His head coach, Garett Tujague, even says he asked Rini if he would like help transferring away from the school so that he could get more playing time.

But adversity has long been a part of Rini’s life. His mother has battled cancer for six years.

“It’s kind of sad she has cancer, but she’s a soldier,” Rini says. “I learn everything from my mom. I see her being so strong and fighting that it makes me want to. … I’ve seen her at the worst and I’ve seen her at her best. I’ve seen her overcome a lot of things … She’s a soldier. Seeing her fight through the adversity, it gives me strength to fight through that kind of adversity.”

And Rini used the inner strength he’s learned from his mother’s fight, and his father’s wisdom to make a decision about his playing future.

“So (Rini) calls me,” Tujague remembers, “and says ‘I’ve really thought about it and I need you to know I’m coming back (to COC) and no matter what happens with Justin (Arias), I’m coming back and I’ll be your starting quarterback.’”

So Rini returned, but Arias didn’t.

Arias moved on and is playing at Idaho State University.

And now Rini is the starting quarterback for the Cougars.

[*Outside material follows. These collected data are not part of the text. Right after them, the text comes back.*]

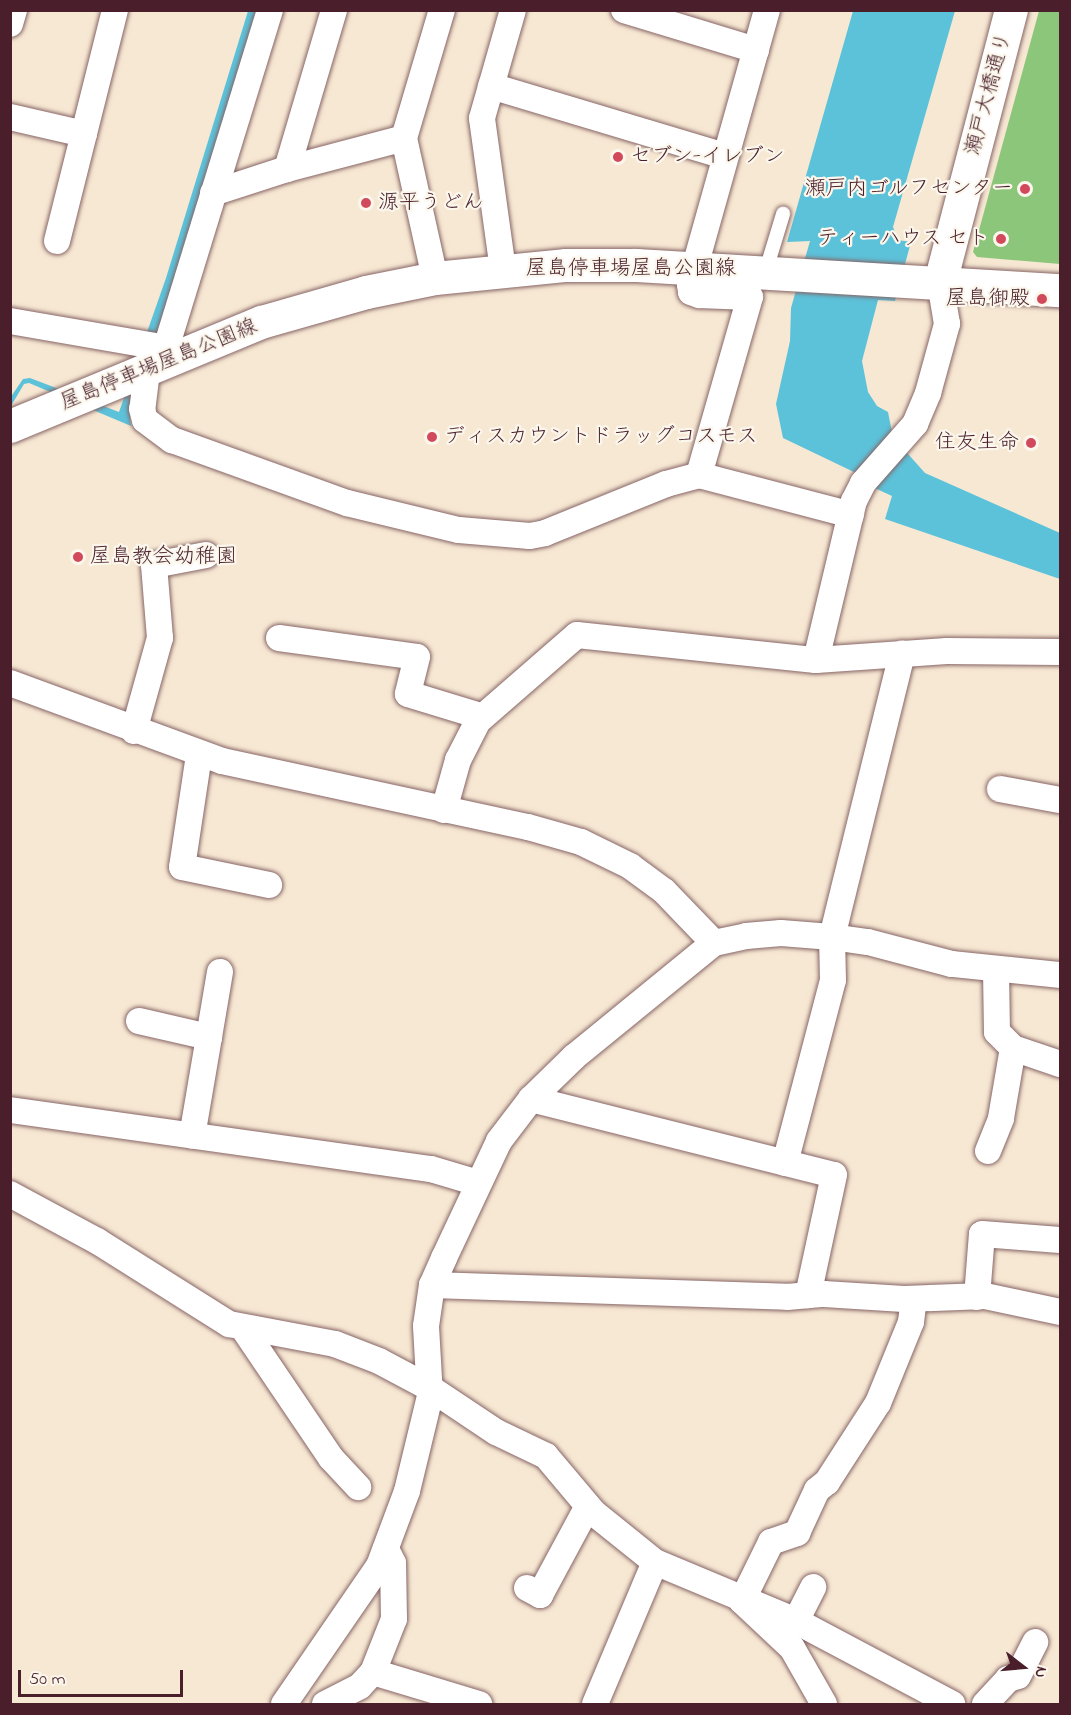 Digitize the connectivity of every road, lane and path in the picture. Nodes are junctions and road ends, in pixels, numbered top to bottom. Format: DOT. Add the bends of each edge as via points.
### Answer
graph roads {
  1 [pos="14,10"];
  2 [pos="115,10"];
  3 [pos="270,10"];
  4 [pos="334,10"];
  5 [pos="442,10"];
  6 [pos="513,10"];
  7 [pos="624,10"];
  8 [pos="767,10"];
  9 [pos="1011,10"];
  10 [pos="10,24"];
  11 [pos="756,50"];
  12 [pos="491,86"];
  13 [pos="10,117"];
  14 [pos="84,134"];
  15 [pos="404,138"];
  16 [pos="724,156"];
  17 [pos="287,169"];
  18 [pos="213,194"];
  19 [pos="783,214"];
  20 [pos="57,241"];
  21 [pos="692,268"];
  22 [pos="503,270"];
  23 [pos="782,271"];
  24 [pos="435,278"];
  25 [pos="940,282"];
  26 [pos="1060,290"];
  27 [pos="10,321"];
  28 [pos="161,360"];
  29 [pos="10,426"];
  30 [pos="699,475"];
  31 [pos="851,515"];
  32 [pos="206,555"];
  33 [pos="279,638"];
  34 [pos="1060,652"];
  35 [pos="902,654"];
  36 [pos="816,660"];
  37 [pos="10,683"];
  38 [pos="483,717"];
  39 [pos="134,731"];
  40 [pos="199,755"];
  41 [pos="1000,789"];
  42 [pos="1060,800"];
  43 [pos="444,810"];
  44 [pos="269,885"];
  45 [pos="832,937"];
  46 [pos="714,943"];
  47 [pos="996,970"];
  48 [pos="220,972"];
  49 [pos="1060,975"];
  50 [pos="139,1021"];
  51 [pos="209,1036"];
  52 [pos="1013,1048"];
  53 [pos="1060,1064"];
  54 [pos="531,1099"];
  55 [pos="10,1110"];
  56 [pos="192,1136"];
  57 [pos="988,1151"];
  58 [pos="785,1163"];
  59 [pos="478,1183"];
  60 [pos="10,1194"];
  61 [pos="1060,1240"];
  62 [pos="432,1285"];
  63 [pos="808,1295"];
  64 [pos="977,1297"];
  65 [pos="914,1299"];
  66 [pos="1060,1312"];
  67 [pos="243,1328"];
  68 [pos="430,1388"];
  69 [pos="358,1486"];
  70 [pos="588,1506"];
  71 [pos="386,1549"];
  72 [pos="656,1562"];
  73 [pos="813,1587"];
  74 [pos="527,1588"];
  75 [pos="742,1601"];
  76 [pos="796,1622"];
  77 [pos="1035,1642"];
  78 [pos="373,1672"];
  79 [pos="284,1704"];
  80 [pos="325,1704"];
  81 [pos="479,1704"];
  82 [pos="595,1704"];
  83 [pos="824,1704"];
  84 [pos="952,1704"];
  85 [pos="985,1704"];
  1 -- 10 [label="street"];
  2 -- 14 [label="street"];
  3 -- 18 [label="street"];
  4 -- 17 [label="street"];
  5 -- 15 [label="street"];
  6 -- 12 [label="street"];
  7 -- 11 [label="street"];
  8 -- 11 [label="street"];
  9 -- 25 [label="main road, 瀬戸大橋通り"];
  11 -- 16 [label="street"];
  12 -- 16 [label="street"];
  12 -- 22 [label="street" via="482,118"];
  13 -- 14 [label="street"];
  14 -- 20 [label="street"];
  15 -- 17 [label="street"];
  15 -- 24 [label="street"];
  16 -- 21 [label="street"];
  17 -- 18 [label="street"];
  18 -- 28 [label="street"];
  19 -- 23 [label="lane"];
  21 -- 22 [label="main road, 屋島停車場屋島公園線" via="578,265"];
  21 -- 23 [label="main road, 屋島停車場屋島公園線"];
  21 -- 30 [label="street" via="691,292 750,297"];
  22 -- 24 [label="main road, 屋島停車場屋島公園線"];
  23 -- 25 [label="main road, 屋島停車場屋島公園線"];
  24 -- 28 [label="main road, 屋島停車場屋島公園線" via="308,308"];
  25 -- 26 [label="main road, 屋島停車場屋島公園線"];
  25 -- 31 [label="street" via="947,324 928,393 915,424 863,483"];
  27 -- 28 [label="street"];
  28 -- 29 [label="main road, 屋島停車場屋島公園線"];
  28 -- 30 [label="street" via="142,409 145,420 172,440 347,503 459,530 530,536 545,533 666,484"];
  30 -- 31 [label="street"];
  31 -- 36 [label="street"];
  32 -- 39 [label="street" via="154,565 160,638"];
  33 -- 38 [label="street" via="417,657 408,694"];
  34 -- 35 [label="street"];
  35 -- 36 [label="street"];
  35 -- 45 [label="street"];
  36 -- 38 [label="street" via="577,635"];
  37 -- 39 [label="street"];
  38 -- 43 [label="street" via="458,760"];
  39 -- 40 [label="street"];
  40 -- 43 [label="street"];
  40 -- 44 [label="street" via="182,867"];
  41 -- 42 [label="street"];
  43 -- 46 [label="street" via="581,842 621,862 683,908"];
  45 -- 46 [label="street" via="781,933"];
  45 -- 47 [label="street"];
  45 -- 58 [label="street" via="833,980"];
  46 -- 54 [label="street" via="669,983 620,1017"];
  47 -- 49 [label="street"];
  47 -- 52 [label="street" via="998,1032"];
  48 -- 51 [label="street"];
  50 -- 51 [label="street"];
  51 -- 56 [label="street"];
  52 -- 53 [label="street"];
  52 -- 57 [label="street" via="1001,1118"];
  54 -- 58 [label="street"];
  54 -- 59 [label="street" via="499,1141"];
  55 -- 56 [label="street"];
  56 -- 59 [label="street" via="431,1169"];
  58 -- 63 [label="street" via="834,1175"];
  59 -- 62 [label="street"];
  60 -- 67 [label="street" via="97,1241 219,1318"];
  61 -- 64 [label="street" via="982,1234"];
  62 -- 63 [label="street"];
  62 -- 68 [label="street" via="426,1326"];
  63 -- 65 [label="street"];
  64 -- 65 [label="street"];
  64 -- 66 [label="street"];
  65 -- 75 [label="street" via="911,1322 878,1402 827,1482 817,1490 797,1533 771,1542"];
  67 -- 68 [label="street" via="335,1344 379,1361"];
  67 -- 69 [label="street" via="332,1458"];
  68 -- 70 [label="street" via="496,1432 546,1456"];
  68 -- 71 [label="street" via="407,1491"];
  70 -- 72 [label="street"];
  70 -- 74 [label="street" via="540,1594"];
  71 -- 78 [label="street" via="393,1563 394,1619"];
  71 -- 79 [label="street"];
  72 -- 75 [label="street"];
  72 -- 82 [label="street"];
  73 -- 76 [label="street"];
  75 -- 76 [label="street"];
  75 -- 83 [label="street" via="792,1648"];
  76 -- 84 [label="street"];
  77 -- 85 [label="street" via="1018,1676 1008,1679"];
  78 -- 80 [label="street" via="360,1686"];
  78 -- 81 [label="street"];
}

For the 6-foot-3-inch, 190-pound sophomore in his last season at COC, what was once a pipe dream in high school, is quickly becoming a reality in college.

 “Absolutely,” says Tujague when asked if Rini could play at a higher level. “Chris does an amazing job with our offense. I knew he had the ability. I’m proud of him, but he’s not done. He’s done a much better job of making decisions to improve his status as a human being.”

And with those improvements, Rini is no longer a player with distractions larger than his dreams.

“I’m in a way better position (compared to high school),” Rini says. “I’m on the straight edge. I’m getting my grades right and football is definitely a big part of my life, and Christ is definitely a big part of my life. I’m trying to use football through Christ and see where I can go on my walk with him. … I don’t know what I would do without football or Christ now. He’s lifted me up to a whole other level.”